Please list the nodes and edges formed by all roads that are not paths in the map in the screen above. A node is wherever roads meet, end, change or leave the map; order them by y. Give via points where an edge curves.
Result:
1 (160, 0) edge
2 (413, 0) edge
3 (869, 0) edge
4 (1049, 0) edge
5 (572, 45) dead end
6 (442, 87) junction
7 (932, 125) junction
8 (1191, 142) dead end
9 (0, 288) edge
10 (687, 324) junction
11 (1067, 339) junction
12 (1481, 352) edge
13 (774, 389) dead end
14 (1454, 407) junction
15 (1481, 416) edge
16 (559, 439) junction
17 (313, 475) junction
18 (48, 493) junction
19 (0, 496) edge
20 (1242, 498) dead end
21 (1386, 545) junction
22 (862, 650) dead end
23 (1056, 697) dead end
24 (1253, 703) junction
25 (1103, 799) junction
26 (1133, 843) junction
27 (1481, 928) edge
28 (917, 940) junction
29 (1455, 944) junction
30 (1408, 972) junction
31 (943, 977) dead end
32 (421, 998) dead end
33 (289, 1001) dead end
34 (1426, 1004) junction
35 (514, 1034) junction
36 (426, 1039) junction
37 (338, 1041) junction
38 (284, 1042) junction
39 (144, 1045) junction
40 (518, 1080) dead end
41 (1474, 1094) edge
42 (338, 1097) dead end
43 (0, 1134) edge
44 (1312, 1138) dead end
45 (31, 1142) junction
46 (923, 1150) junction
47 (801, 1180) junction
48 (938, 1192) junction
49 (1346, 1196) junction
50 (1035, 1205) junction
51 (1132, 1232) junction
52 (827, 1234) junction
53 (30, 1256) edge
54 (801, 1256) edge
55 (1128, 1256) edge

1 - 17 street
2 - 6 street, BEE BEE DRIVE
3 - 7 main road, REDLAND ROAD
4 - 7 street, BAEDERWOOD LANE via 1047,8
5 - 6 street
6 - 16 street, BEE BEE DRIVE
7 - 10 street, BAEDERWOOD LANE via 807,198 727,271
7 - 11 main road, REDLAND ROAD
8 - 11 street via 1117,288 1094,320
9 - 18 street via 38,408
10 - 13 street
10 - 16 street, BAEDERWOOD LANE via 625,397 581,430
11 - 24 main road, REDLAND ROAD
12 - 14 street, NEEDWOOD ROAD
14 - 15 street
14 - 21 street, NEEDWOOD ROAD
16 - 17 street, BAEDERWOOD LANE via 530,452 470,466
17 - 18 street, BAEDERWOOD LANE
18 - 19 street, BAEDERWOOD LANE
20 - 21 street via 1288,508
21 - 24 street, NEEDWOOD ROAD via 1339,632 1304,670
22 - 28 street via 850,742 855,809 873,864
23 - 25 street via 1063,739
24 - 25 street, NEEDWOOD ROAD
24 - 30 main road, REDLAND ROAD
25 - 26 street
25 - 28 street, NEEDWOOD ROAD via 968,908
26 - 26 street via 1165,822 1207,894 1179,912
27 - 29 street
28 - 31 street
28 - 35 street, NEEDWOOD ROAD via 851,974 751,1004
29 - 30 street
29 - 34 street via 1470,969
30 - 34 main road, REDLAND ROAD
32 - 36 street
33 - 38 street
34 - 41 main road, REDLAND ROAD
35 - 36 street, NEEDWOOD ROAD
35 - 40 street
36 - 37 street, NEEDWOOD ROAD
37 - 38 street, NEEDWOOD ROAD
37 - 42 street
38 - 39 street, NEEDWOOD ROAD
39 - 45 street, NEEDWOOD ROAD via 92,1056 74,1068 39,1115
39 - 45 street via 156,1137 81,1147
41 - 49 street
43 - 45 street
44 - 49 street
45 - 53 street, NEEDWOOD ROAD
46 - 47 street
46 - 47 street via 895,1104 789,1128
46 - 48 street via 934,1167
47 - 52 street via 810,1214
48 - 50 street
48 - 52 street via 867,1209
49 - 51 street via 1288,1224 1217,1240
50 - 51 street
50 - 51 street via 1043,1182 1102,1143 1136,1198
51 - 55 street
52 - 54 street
_____
Your goal
For this task, set down the entire listing word for word.

Output below
Please list the nodes and edges formed by all roads that are not paths in the map in the screen above. A node is wherever roads meet, end, change or leave the map; order them by y. Give via points where an edge curves.
Result:
1 (160, 0) edge
2 (413, 0) edge
3 (869, 0) edge
4 (1049, 0) edge
5 (572, 45) dead end
6 (442, 87) junction
7 (932, 125) junction
8 (1191, 142) dead end
9 (0, 288) edge
10 (687, 324) junction
11 (1067, 339) junction
12 (1481, 352) edge
13 (774, 389) dead end
14 (1454, 407) junction
15 (1481, 416) edge
16 (559, 439) junction
17 (313, 475) junction
18 (48, 493) junction
19 (0, 496) edge
20 (1242, 498) dead end
21 (1386, 545) junction
22 (862, 650) dead end
23 (1056, 697) dead end
24 (1253, 703) junction
25 (1103, 799) junction
26 (1133, 843) junction
27 (1481, 928) edge
28 (917, 940) junction
29 (1455, 944) junction
30 (1408, 972) junction
31 (943, 977) dead end
32 (421, 998) dead end
33 (289, 1001) dead end
34 (1426, 1004) junction
35 (514, 1034) junction
36 (426, 1039) junction
37 (338, 1041) junction
38 (284, 1042) junction
39 (144, 1045) junction
40 (518, 1080) dead end
41 (1474, 1094) edge
42 (338, 1097) dead end
43 (0, 1134) edge
44 (1312, 1138) dead end
45 (31, 1142) junction
46 (923, 1150) junction
47 (801, 1180) junction
48 (938, 1192) junction
49 (1346, 1196) junction
50 (1035, 1205) junction
51 (1132, 1232) junction
52 (827, 1234) junction
53 (30, 1256) edge
54 (801, 1256) edge
55 (1128, 1256) edge

1 - 17 street
2 - 6 street, BEE BEE DRIVE
3 - 7 main road, REDLAND ROAD
4 - 7 street, BAEDERWOOD LANE via 1047,8
5 - 6 street
6 - 16 street, BEE BEE DRIVE
7 - 10 street, BAEDERWOOD LANE via 807,198 727,271
7 - 11 main road, REDLAND ROAD
8 - 11 street via 1117,288 1094,320
9 - 18 street via 38,408
10 - 13 street
10 - 16 street, BAEDERWOOD LANE via 625,397 581,430
11 - 24 main road, REDLAND ROAD
12 - 14 street, NEEDWOOD ROAD
14 - 15 street
14 - 21 street, NEEDWOOD ROAD
16 - 17 street, BAEDERWOOD LANE via 530,452 470,466
17 - 18 street, BAEDERWOOD LANE
18 - 19 street, BAEDERWOOD LANE
20 - 21 street via 1288,508
21 - 24 street, NEEDWOOD ROAD via 1339,632 1304,670
22 - 28 street via 850,742 855,809 873,864
23 - 25 street via 1063,739
24 - 25 street, NEEDWOOD ROAD
24 - 30 main road, REDLAND ROAD
25 - 26 street
25 - 28 street, NEEDWOOD ROAD via 968,908
26 - 26 street via 1165,822 1207,894 1179,912
27 - 29 street
28 - 31 street
28 - 35 street, NEEDWOOD ROAD via 851,974 751,1004
29 - 30 street
29 - 34 street via 1470,969
30 - 34 main road, REDLAND ROAD
32 - 36 street
33 - 38 street
34 - 41 main road, REDLAND ROAD
35 - 36 street, NEEDWOOD ROAD
35 - 40 street
36 - 37 street, NEEDWOOD ROAD
37 - 38 street, NEEDWOOD ROAD
37 - 42 street
38 - 39 street, NEEDWOOD ROAD
39 - 45 street, NEEDWOOD ROAD via 92,1056 74,1068 39,1115
39 - 45 street via 156,1137 81,1147
41 - 49 street
43 - 45 street
44 - 49 street
45 - 53 street, NEEDWOOD ROAD
46 - 47 street
46 - 47 street via 895,1104 789,1128
46 - 48 street via 934,1167
47 - 52 street via 810,1214
48 - 50 street
48 - 52 street via 867,1209
49 - 51 street via 1288,1224 1217,1240
50 - 51 street
50 - 51 street via 1043,1182 1102,1143 1136,1198
51 - 55 street
52 - 54 street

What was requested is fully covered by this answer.